● **What the exercise asks**: Lines of the listing that contain "Lane" need to be copied.

● **Excerpted records**:

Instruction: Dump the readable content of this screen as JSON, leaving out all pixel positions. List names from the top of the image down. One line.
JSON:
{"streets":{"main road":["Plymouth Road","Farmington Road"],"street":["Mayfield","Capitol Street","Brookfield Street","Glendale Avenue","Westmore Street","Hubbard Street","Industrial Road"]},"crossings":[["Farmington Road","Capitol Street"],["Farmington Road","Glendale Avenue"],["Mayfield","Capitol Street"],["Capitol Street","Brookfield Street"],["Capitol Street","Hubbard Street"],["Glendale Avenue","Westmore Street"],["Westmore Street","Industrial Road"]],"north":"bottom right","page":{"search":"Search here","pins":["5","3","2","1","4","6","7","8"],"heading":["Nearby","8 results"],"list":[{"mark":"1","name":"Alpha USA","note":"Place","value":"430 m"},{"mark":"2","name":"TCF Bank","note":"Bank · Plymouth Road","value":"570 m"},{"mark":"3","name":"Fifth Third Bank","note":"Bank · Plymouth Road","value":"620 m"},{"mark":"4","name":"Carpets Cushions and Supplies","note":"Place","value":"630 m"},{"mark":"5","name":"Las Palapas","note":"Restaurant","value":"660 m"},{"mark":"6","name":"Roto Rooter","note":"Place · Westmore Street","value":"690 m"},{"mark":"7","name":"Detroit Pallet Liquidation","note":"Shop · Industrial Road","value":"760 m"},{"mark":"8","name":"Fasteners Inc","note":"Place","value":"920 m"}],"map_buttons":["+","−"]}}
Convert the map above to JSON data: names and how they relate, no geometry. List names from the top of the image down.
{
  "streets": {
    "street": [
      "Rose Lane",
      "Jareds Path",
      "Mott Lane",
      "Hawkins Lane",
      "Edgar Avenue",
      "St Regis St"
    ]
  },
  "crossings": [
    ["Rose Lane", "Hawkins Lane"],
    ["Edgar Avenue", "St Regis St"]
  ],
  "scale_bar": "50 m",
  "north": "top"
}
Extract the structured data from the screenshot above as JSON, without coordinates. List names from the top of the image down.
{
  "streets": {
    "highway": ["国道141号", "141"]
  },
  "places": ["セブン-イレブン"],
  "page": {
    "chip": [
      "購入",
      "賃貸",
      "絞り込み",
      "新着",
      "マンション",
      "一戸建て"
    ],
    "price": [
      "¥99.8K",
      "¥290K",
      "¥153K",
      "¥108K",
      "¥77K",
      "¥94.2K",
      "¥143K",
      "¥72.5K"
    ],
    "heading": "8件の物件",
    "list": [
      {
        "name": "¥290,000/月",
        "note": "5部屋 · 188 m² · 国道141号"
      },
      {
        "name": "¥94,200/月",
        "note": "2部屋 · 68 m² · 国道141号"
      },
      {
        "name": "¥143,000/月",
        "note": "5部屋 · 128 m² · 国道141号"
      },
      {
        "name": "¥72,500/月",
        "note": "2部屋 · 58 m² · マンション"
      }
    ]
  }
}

● **Exercise result**:
      "Rose Lane",
      "Mott Lane",
      "Hawkins Lane",
    ["Rose Lane", "Hawkins Lane"],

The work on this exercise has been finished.